[DATA EXCERPTS]

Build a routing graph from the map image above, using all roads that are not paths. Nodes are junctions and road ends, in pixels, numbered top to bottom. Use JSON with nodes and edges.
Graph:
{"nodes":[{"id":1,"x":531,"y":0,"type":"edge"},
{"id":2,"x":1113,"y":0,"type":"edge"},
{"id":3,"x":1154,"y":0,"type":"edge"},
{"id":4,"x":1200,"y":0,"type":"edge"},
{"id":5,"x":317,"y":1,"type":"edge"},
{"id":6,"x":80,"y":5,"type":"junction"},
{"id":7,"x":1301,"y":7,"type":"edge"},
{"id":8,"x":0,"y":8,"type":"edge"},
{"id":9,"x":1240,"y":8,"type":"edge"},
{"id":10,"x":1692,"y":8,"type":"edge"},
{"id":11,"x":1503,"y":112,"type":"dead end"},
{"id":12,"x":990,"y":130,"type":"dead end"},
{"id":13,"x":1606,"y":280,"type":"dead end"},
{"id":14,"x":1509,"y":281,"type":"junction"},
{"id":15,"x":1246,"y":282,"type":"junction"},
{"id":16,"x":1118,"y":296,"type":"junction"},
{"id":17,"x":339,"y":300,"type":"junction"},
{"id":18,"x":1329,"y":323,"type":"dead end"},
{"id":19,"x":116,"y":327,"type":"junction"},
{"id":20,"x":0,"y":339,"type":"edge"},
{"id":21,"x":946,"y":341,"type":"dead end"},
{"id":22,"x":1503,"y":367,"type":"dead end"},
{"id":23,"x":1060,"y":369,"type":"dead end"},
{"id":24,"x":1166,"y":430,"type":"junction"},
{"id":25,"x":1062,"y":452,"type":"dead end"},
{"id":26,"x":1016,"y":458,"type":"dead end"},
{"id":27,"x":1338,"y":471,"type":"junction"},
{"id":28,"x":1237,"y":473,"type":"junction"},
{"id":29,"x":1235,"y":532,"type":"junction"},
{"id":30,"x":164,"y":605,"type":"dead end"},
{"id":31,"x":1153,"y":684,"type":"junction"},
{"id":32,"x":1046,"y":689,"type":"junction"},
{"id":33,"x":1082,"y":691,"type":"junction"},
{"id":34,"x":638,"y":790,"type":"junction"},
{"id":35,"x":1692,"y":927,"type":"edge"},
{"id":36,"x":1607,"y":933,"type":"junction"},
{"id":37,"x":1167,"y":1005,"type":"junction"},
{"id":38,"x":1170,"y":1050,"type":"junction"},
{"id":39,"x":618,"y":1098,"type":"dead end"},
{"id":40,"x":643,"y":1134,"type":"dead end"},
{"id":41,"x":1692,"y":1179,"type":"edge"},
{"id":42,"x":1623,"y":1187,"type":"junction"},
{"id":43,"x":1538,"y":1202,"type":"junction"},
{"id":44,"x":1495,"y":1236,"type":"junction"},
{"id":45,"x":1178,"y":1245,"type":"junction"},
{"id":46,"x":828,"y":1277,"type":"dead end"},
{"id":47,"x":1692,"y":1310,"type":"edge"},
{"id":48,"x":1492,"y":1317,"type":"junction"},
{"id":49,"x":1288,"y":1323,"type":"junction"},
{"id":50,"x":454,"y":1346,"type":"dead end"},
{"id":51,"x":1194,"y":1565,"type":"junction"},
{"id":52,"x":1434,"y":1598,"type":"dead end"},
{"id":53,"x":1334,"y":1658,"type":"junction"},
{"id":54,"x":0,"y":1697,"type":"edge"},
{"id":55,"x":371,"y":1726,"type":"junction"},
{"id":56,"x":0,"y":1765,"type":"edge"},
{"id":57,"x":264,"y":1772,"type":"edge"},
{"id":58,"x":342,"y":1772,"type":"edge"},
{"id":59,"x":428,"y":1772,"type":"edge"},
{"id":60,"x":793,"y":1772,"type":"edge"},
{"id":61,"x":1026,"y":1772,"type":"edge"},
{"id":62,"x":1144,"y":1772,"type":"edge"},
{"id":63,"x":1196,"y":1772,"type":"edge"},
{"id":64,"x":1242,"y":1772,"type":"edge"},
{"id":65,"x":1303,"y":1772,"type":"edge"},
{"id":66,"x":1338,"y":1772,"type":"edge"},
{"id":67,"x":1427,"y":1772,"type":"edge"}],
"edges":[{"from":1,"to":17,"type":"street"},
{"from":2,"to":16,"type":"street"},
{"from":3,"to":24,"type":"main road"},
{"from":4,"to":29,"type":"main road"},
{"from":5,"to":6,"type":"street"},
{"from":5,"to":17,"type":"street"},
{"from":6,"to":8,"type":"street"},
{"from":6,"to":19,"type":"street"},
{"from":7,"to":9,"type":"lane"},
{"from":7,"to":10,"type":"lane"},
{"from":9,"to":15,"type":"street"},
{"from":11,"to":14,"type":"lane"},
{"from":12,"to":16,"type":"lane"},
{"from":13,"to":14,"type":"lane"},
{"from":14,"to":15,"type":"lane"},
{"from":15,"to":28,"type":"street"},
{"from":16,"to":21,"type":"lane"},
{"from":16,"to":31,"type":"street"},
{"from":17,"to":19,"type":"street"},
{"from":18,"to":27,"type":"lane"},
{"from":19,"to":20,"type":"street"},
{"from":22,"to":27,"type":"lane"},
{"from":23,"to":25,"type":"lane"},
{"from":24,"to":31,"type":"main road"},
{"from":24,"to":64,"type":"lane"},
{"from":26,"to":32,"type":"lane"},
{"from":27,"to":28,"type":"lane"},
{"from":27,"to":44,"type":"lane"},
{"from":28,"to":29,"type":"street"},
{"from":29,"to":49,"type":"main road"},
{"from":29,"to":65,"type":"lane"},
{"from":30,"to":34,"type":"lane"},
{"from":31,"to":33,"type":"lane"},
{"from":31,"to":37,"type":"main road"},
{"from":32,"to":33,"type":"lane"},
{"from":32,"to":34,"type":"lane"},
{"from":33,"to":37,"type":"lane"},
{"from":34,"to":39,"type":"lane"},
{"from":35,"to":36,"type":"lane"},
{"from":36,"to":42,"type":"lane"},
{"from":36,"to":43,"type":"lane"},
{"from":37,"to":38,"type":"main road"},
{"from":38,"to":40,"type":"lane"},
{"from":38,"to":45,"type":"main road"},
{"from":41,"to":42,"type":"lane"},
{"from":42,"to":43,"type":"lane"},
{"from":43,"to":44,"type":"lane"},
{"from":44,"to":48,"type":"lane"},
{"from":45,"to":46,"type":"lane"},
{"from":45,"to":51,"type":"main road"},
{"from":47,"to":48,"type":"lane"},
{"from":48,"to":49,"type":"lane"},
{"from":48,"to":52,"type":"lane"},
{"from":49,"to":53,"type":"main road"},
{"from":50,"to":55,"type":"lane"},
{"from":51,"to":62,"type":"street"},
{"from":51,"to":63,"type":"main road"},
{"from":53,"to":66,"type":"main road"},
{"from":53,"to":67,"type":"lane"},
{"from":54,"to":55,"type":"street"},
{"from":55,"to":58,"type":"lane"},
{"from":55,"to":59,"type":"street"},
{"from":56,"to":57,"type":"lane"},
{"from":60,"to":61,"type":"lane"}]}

[/DATA EXCERPTS]

• [ACTION ITEM]: The whole listing, restated word for word, is the expected answer.

• [ANSWER FOR THIS EXERCISE]:
Build a routing graph from the map image above, using all roads that are not paths. Nodes are junctions and road ends, in pixels, numbered top to bottom. Use JSON with nodes and edges.
Graph:
{"nodes":[{"id":1,"x":531,"y":0,"type":"edge"},
{"id":2,"x":1113,"y":0,"type":"edge"},
{"id":3,"x":1154,"y":0,"type":"edge"},
{"id":4,"x":1200,"y":0,"type":"edge"},
{"id":5,"x":317,"y":1,"type":"edge"},
{"id":6,"x":80,"y":5,"type":"junction"},
{"id":7,"x":1301,"y":7,"type":"edge"},
{"id":8,"x":0,"y":8,"type":"edge"},
{"id":9,"x":1240,"y":8,"type":"edge"},
{"id":10,"x":1692,"y":8,"type":"edge"},
{"id":11,"x":1503,"y":112,"type":"dead end"},
{"id":12,"x":990,"y":130,"type":"dead end"},
{"id":13,"x":1606,"y":280,"type":"dead end"},
{"id":14,"x":1509,"y":281,"type":"junction"},
{"id":15,"x":1246,"y":282,"type":"junction"},
{"id":16,"x":1118,"y":296,"type":"junction"},
{"id":17,"x":339,"y":300,"type":"junction"},
{"id":18,"x":1329,"y":323,"type":"dead end"},
{"id":19,"x":116,"y":327,"type":"junction"},
{"id":20,"x":0,"y":339,"type":"edge"},
{"id":21,"x":946,"y":341,"type":"dead end"},
{"id":22,"x":1503,"y":367,"type":"dead end"},
{"id":23,"x":1060,"y":369,"type":"dead end"},
{"id":24,"x":1166,"y":430,"type":"junction"},
{"id":25,"x":1062,"y":452,"type":"dead end"},
{"id":26,"x":1016,"y":458,"type":"dead end"},
{"id":27,"x":1338,"y":471,"type":"junction"},
{"id":28,"x":1237,"y":473,"type":"junction"},
{"id":29,"x":1235,"y":532,"type":"junction"},
{"id":30,"x":164,"y":605,"type":"dead end"},
{"id":31,"x":1153,"y":684,"type":"junction"},
{"id":32,"x":1046,"y":689,"type":"junction"},
{"id":33,"x":1082,"y":691,"type":"junction"},
{"id":34,"x":638,"y":790,"type":"junction"},
{"id":35,"x":1692,"y":927,"type":"edge"},
{"id":36,"x":1607,"y":933,"type":"junction"},
{"id":37,"x":1167,"y":1005,"type":"junction"},
{"id":38,"x":1170,"y":1050,"type":"junction"},
{"id":39,"x":618,"y":1098,"type":"dead end"},
{"id":40,"x":643,"y":1134,"type":"dead end"},
{"id":41,"x":1692,"y":1179,"type":"edge"},
{"id":42,"x":1623,"y":1187,"type":"junction"},
{"id":43,"x":1538,"y":1202,"type":"junction"},
{"id":44,"x":1495,"y":1236,"type":"junction"},
{"id":45,"x":1178,"y":1245,"type":"junction"},
{"id":46,"x":828,"y":1277,"type":"dead end"},
{"id":47,"x":1692,"y":1310,"type":"edge"},
{"id":48,"x":1492,"y":1317,"type":"junction"},
{"id":49,"x":1288,"y":1323,"type":"junction"},
{"id":50,"x":454,"y":1346,"type":"dead end"},
{"id":51,"x":1194,"y":1565,"type":"junction"},
{"id":52,"x":1434,"y":1598,"type":"dead end"},
{"id":53,"x":1334,"y":1658,"type":"junction"},
{"id":54,"x":0,"y":1697,"type":"edge"},
{"id":55,"x":371,"y":1726,"type":"junction"},
{"id":56,"x":0,"y":1765,"type":"edge"},
{"id":57,"x":264,"y":1772,"type":"edge"},
{"id":58,"x":342,"y":1772,"type":"edge"},
{"id":59,"x":428,"y":1772,"type":"edge"},
{"id":60,"x":793,"y":1772,"type":"edge"},
{"id":61,"x":1026,"y":1772,"type":"edge"},
{"id":62,"x":1144,"y":1772,"type":"edge"},
{"id":63,"x":1196,"y":1772,"type":"edge"},
{"id":64,"x":1242,"y":1772,"type":"edge"},
{"id":65,"x":1303,"y":1772,"type":"edge"},
{"id":66,"x":1338,"y":1772,"type":"edge"},
{"id":67,"x":1427,"y":1772,"type":"edge"}],
"edges":[{"from":1,"to":17,"type":"street"},
{"from":2,"to":16,"type":"street"},
{"from":3,"to":24,"type":"main road"},
{"from":4,"to":29,"type":"main road"},
{"from":5,"to":6,"type":"street"},
{"from":5,"to":17,"type":"street"},
{"from":6,"to":8,"type":"street"},
{"from":6,"to":19,"type":"street"},
{"from":7,"to":9,"type":"lane"},
{"from":7,"to":10,"type":"lane"},
{"from":9,"to":15,"type":"street"},
{"from":11,"to":14,"type":"lane"},
{"from":12,"to":16,"type":"lane"},
{"from":13,"to":14,"type":"lane"},
{"from":14,"to":15,"type":"lane"},
{"from":15,"to":28,"type":"street"},
{"from":16,"to":21,"type":"lane"},
{"from":16,"to":31,"type":"street"},
{"from":17,"to":19,"type":"street"},
{"from":18,"to":27,"type":"lane"},
{"from":19,"to":20,"type":"street"},
{"from":22,"to":27,"type":"lane"},
{"from":23,"to":25,"type":"lane"},
{"from":24,"to":31,"type":"main road"},
{"from":24,"to":64,"type":"lane"},
{"from":26,"to":32,"type":"lane"},
{"from":27,"to":28,"type":"lane"},
{"from":27,"to":44,"type":"lane"},
{"from":28,"to":29,"type":"street"},
{"from":29,"to":49,"type":"main road"},
{"from":29,"to":65,"type":"lane"},
{"from":30,"to":34,"type":"lane"},
{"from":31,"to":33,"type":"lane"},
{"from":31,"to":37,"type":"main road"},
{"from":32,"to":33,"type":"lane"},
{"from":32,"to":34,"type":"lane"},
{"from":33,"to":37,"type":"lane"},
{"from":34,"to":39,"type":"lane"},
{"from":35,"to":36,"type":"lane"},
{"from":36,"to":42,"type":"lane"},
{"from":36,"to":43,"type":"lane"},
{"from":37,"to":38,"type":"main road"},
{"from":38,"to":40,"type":"lane"},
{"from":38,"to":45,"type":"main road"},
{"from":41,"to":42,"type":"lane"},
{"from":42,"to":43,"type":"lane"},
{"from":43,"to":44,"type":"lane"},
{"from":44,"to":48,"type":"lane"},
{"from":45,"to":46,"type":"lane"},
{"from":45,"to":51,"type":"main road"},
{"from":47,"to":48,"type":"lane"},
{"from":48,"to":49,"type":"lane"},
{"from":48,"to":52,"type":"lane"},
{"from":49,"to":53,"type":"main road"},
{"from":50,"to":55,"type":"lane"},
{"from":51,"to":62,"type":"street"},
{"from":51,"to":63,"type":"main road"},
{"from":53,"to":66,"type":"main road"},
{"from":53,"to":67,"type":"lane"},
{"from":54,"to":55,"type":"street"},
{"from":55,"to":58,"type":"lane"},
{"from":55,"to":59,"type":"street"},
{"from":56,"to":57,"type":"lane"},
{"from":60,"to":61,"type":"lane"}]}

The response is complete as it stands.